With 2024 coming to a close, Consumers Energy crews are wrapping up the remaining 1,350 major projects in the company’s Reliability Roadmap.
The utility is spending a combined $63.5 million on the 1,350 projects, part of Consumers Energy’s more than $1 billion investment to strengthen the electric grid.
To put things into perspective, Consumers Energy unveiled the following data from this year:
- 25,800 – Miles of overhead low-voltage power lines that were inspected.
- 7,000 – Miles of power lines where trees, limbs, and branches were cleared.
- 177,000 – Number of customers who avoided power outages due to inspections carried out by helicopter.
- 100 – Number of new ATRs (automatic transfer reclosers)
- 10 – Miles of overhead electric lines being buried to prevent outages due to severe weather and vegetation. Consumers Energy plans to bury some 35 miles of lines in 2025.
“We’re building an electric grid that stands up to even more severe weather helps ensure more reliable power for the people who count on us,” said Chris Laird, Consumers Energy’s vice president of electric distribution. “We’ll continue doing even more of this important work next year to reach our goal of restoring power to all customers, in all situations, in less than 24 hours.”
The Reliability Roadmap
Consumers Energy is Michigan’s largest energy provider, providing natural gas and/or electricity to 6.8 million of the state’s 10 million residents in all 68 Lower Peninsula counties. Earlier this year, Consumers Energy agreed to pay a $1 million fine over complaints of faulty meters and delays in electric and gas service. A recent audit also showed that Consumers Energy is lagging behind other utilities in its restoration times. The Michigan Public Service Commission (MPSC) released results in September from an audit of DTE Electric Co. and Consumers Energy Co., an examination of the operations of the state’s two largest electric utilities aimed at getting to the root causes of low reliability and slow service restoration times.

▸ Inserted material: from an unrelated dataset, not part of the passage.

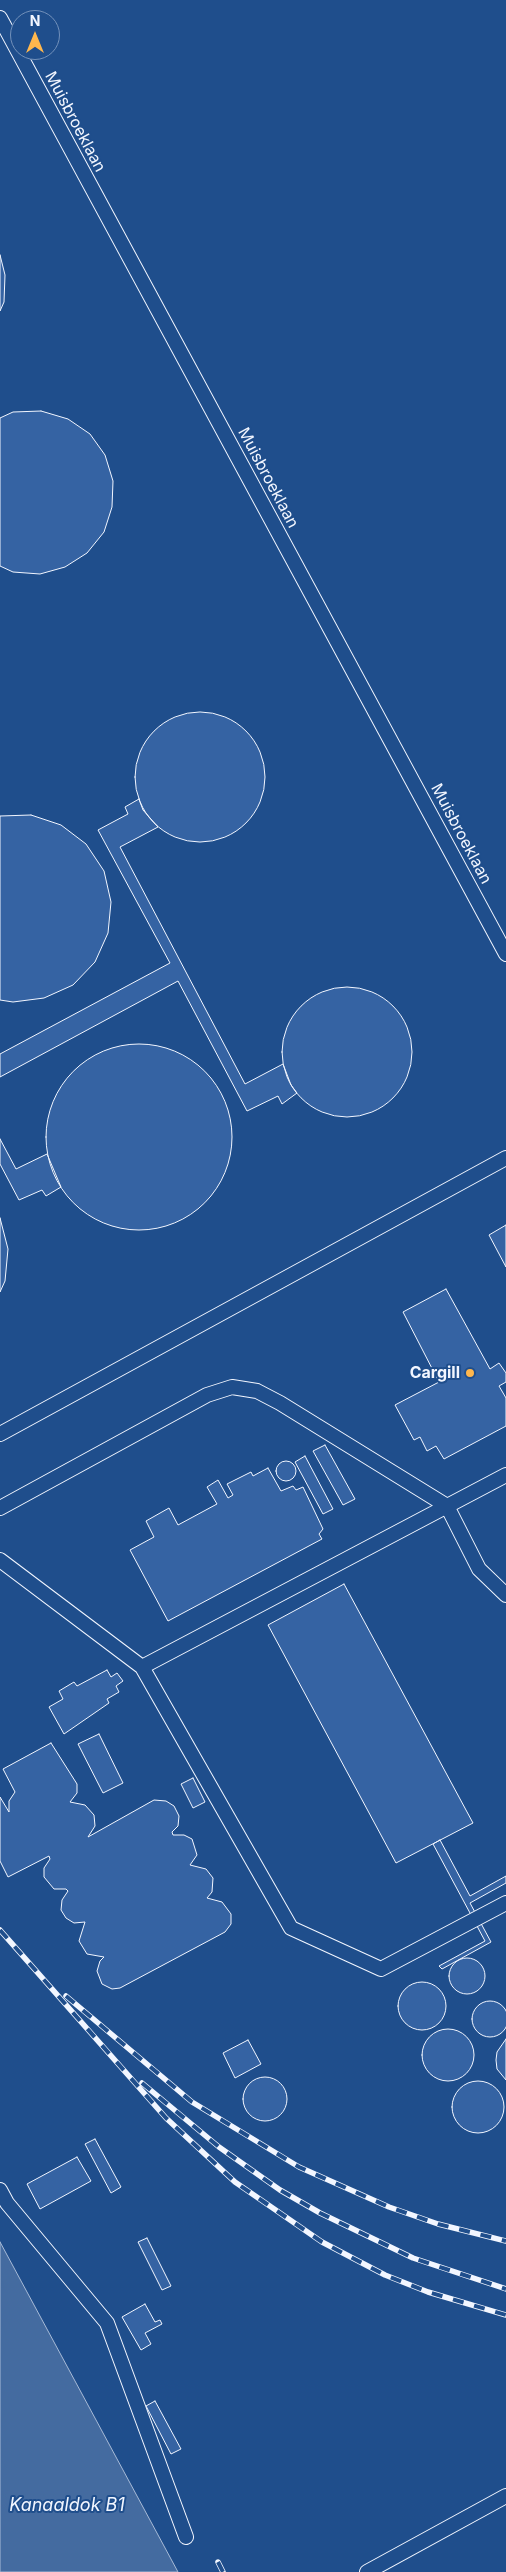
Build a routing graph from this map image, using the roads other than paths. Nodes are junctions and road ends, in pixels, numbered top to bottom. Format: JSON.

Consumers’ 2022 and 2023 CAIDI metrics both including and excluding MEDs were in the 4th Quartile, worse than average among utilities. Consumers’ 2022 and 2023 SAIDI metrics placed them in the 4th Quartile including MEDs and in the 3rd Quartile excluding MEDs. More than 10% of Consumers’ customers experienced four or more interruptions (CEMI4) and more than 25% of its customers experienced interruptions of eight hours or more (CELID8hours) in 2023. Additionally, the utility’s use of catchall “weather” and “unknown” cause codes for outages is imprecise and masks what actually causes outages, MPSC said.
Earlier this year, Consumers Energy announced it would invest nearly $24 million in smart technology to prevent power outages and keep the lights on for customers. Nearly 3,000 line sensors – the most that Consumers Energy has ever installed in a year – and over 100 automatic transfer reclosers (ATRs) are being deployed throughout Michigan.
Consumers Energy also recently announced that its use of infrared cameras reduced power outages for its nearly 2 million Michigan electric customers by an average of 10 minutes last year. The handheld infrared cameras detect problems inside nearly 1,100 large electric substations throughout Michigan and allow Consumers Energy to make repairs before they affect the public – another approach in the Reliability Roadmap.
The utility is also working to inspect a “record” amount of low-voltage electric lines in Michigan this year, with plans to cover 25,500 miles by the year’s end – more than the circumference of the Earth at the equator. Consumers Energy made a stronger commitment to inspections in 2022 when the company made a point to visually check for problems on half of its roughly 51,000-mile overhead low-voltage distribution system – the poles and wires that feed directly to nearly 2 million Michigan homes and businesses. Inspectors are trained to identify issues that need repair, traveling circuits on so-called “blue sky” days.
Consumers Energy’s Reliability Roadmap also includes investments in forestry work and infrastructure upgrades, including tactics like installing iron poles to withstand Michigan’s severe weather and burying overhead powerlines.
Additionally, earlier this year, Consumers Energy purchased 1,200 iron utility poles, a $3.5 million investment, in an effort to make overhead power lines more resilient. The utility says these poles are stronger, lighter, and longer lasting than their traditional wooden counterparts, as they are engineered to resist fire and the effects of Michigan’s harsh weather and are not vulnerable to wood decay, woodpeckers, insects, or other wildlife.